== SUPPLIED MATERIAL ==
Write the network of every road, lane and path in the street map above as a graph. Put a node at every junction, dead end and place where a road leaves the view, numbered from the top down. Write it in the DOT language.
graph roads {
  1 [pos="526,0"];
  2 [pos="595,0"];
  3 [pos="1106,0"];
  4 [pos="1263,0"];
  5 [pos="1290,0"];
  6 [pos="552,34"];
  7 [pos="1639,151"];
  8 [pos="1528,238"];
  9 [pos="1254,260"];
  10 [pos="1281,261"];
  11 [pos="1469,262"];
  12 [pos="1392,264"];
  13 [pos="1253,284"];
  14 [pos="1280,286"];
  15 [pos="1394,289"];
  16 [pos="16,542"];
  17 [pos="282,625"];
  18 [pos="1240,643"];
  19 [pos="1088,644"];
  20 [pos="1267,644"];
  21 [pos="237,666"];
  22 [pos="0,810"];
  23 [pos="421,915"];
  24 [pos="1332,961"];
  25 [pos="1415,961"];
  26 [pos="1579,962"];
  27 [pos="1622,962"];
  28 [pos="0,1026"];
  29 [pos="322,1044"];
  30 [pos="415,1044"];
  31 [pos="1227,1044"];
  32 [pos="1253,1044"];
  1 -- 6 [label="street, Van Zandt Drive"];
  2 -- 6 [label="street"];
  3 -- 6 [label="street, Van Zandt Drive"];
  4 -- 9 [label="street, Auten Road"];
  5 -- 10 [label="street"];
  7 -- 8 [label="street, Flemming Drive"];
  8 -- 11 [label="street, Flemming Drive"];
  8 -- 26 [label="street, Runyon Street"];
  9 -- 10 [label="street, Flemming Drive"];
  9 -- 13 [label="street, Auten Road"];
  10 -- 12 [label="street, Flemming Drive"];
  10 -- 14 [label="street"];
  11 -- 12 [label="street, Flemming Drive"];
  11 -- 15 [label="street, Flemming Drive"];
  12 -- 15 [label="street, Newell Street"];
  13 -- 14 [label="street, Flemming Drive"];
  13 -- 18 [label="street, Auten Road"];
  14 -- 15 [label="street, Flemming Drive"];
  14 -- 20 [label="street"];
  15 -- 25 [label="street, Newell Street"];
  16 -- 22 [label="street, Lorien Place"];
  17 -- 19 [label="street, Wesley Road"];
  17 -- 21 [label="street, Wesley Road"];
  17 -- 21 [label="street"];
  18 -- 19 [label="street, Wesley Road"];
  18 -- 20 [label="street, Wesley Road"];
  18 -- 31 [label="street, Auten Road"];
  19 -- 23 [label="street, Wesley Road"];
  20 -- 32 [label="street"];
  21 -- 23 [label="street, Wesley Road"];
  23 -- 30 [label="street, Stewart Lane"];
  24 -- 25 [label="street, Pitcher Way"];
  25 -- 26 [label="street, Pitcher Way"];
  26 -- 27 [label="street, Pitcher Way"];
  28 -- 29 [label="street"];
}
===
== SUPPLIED MATERIAL ==
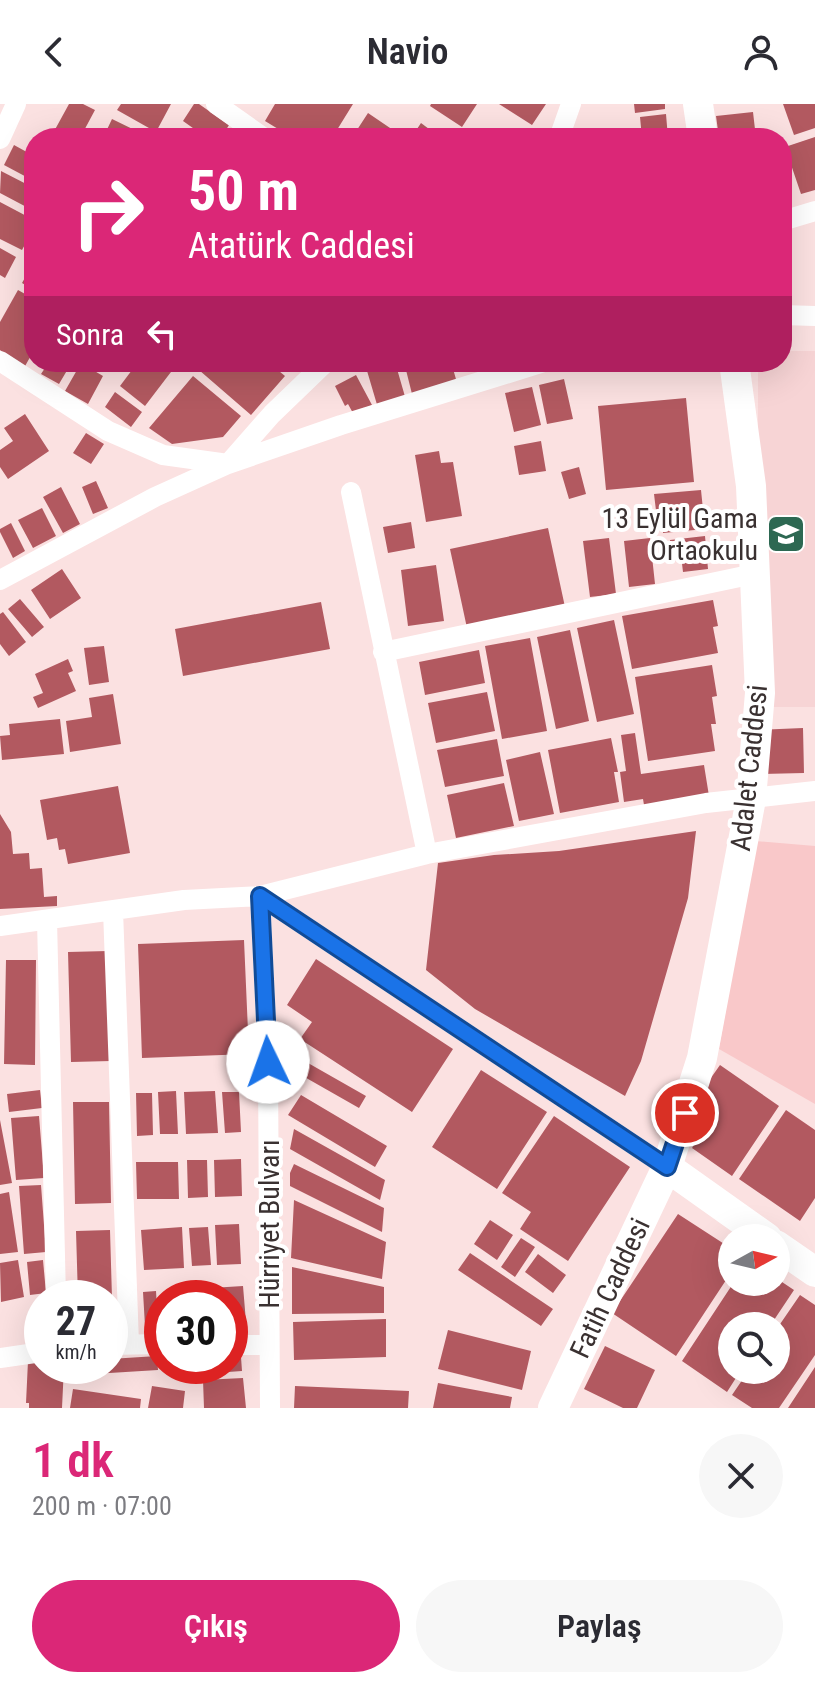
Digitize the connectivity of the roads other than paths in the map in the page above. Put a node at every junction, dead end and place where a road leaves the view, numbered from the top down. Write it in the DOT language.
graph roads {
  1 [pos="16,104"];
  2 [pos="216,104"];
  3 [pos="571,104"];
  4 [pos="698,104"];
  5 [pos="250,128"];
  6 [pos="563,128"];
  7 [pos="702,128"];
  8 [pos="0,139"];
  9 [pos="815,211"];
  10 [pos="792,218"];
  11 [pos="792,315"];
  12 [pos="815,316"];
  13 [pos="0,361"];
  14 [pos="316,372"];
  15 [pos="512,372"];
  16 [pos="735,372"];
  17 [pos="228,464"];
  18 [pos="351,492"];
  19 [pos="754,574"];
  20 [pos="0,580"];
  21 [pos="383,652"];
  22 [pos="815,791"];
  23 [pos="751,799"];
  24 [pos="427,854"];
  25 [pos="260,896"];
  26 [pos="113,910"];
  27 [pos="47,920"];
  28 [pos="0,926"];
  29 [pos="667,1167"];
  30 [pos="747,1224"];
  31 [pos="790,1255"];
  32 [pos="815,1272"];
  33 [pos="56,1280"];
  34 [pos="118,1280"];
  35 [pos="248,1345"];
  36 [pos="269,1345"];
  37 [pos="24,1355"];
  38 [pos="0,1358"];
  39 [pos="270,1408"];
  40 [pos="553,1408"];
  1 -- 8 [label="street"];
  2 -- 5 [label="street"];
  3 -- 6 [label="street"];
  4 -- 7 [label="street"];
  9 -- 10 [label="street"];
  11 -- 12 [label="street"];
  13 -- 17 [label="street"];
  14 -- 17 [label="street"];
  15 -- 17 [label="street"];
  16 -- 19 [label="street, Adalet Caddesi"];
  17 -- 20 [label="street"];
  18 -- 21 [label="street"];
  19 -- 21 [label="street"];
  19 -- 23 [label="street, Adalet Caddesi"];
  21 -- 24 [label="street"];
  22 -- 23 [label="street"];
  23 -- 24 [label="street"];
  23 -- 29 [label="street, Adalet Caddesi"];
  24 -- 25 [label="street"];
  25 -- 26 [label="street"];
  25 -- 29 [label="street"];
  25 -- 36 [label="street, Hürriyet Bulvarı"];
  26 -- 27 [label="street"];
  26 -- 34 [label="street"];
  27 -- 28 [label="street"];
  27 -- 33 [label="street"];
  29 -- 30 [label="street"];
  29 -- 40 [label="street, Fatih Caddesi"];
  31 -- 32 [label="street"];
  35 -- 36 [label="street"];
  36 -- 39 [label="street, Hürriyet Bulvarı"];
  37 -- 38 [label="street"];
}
===
== SUPPLIED MATERIAL ==
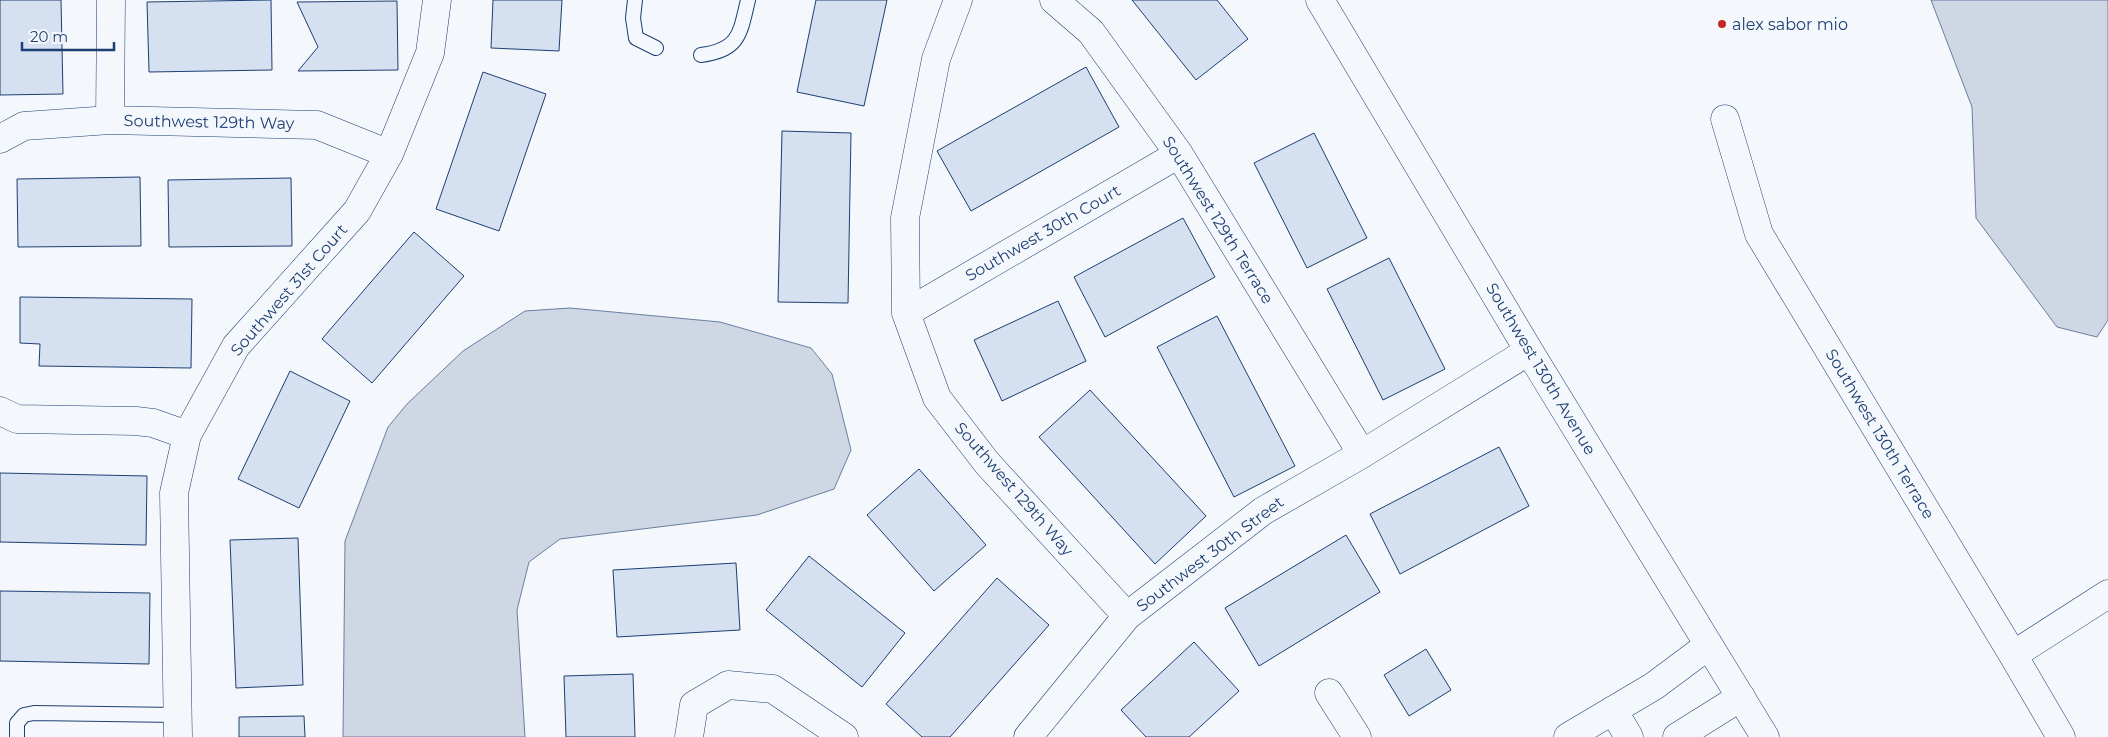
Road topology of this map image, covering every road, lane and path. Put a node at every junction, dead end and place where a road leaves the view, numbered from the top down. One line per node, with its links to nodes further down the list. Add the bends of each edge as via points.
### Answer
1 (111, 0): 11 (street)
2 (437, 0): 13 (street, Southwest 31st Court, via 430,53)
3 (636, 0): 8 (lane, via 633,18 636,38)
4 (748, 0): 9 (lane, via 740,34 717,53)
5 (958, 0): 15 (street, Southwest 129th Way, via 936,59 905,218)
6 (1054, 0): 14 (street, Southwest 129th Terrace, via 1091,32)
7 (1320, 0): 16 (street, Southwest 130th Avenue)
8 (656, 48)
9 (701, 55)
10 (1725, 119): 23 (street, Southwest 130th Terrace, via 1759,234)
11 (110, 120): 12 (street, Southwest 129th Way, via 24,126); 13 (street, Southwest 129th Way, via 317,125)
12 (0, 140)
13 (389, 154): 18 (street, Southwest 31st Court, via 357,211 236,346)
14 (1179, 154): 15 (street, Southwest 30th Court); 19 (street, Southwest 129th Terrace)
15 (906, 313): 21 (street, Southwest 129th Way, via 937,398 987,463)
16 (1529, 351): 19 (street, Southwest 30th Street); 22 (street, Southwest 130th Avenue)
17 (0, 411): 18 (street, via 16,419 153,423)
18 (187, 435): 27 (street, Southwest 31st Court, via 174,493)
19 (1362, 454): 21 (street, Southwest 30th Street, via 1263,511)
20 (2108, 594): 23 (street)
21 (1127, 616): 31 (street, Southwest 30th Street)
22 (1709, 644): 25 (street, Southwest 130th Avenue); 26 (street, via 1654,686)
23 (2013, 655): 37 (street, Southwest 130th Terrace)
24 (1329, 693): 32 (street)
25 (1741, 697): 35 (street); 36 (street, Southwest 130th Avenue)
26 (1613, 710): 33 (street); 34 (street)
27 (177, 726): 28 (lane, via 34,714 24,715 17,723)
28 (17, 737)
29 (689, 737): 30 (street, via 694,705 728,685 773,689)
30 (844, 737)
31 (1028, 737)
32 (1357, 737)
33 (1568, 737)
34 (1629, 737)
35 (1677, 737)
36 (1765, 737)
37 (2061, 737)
===
WHAT THIS TASK INVOLVES
Search the preceding listing for the word "node" and pull out every line that holds it.

ANSWER TO THIS PROBLEM
Write the network of every road, lane and path in the street map above as a graph. Put a node at every junction, dead end and place where a road leaves the view, numbered from the top down. Write it in the DOT language.
Digitize the connectivity of the roads other than paths in the map in the page above. Put a node at every junction, dead end and place where a road leaves the view, numbered from the top down. Write it in the DOT language.
Road topology of this map image, covering every road, lane and path. Put a node at every junction, dead end and place where a road leaves the view, numbered from the top down. One line per node, with its links to nodes further down the list. Add the bends of each edge as via points.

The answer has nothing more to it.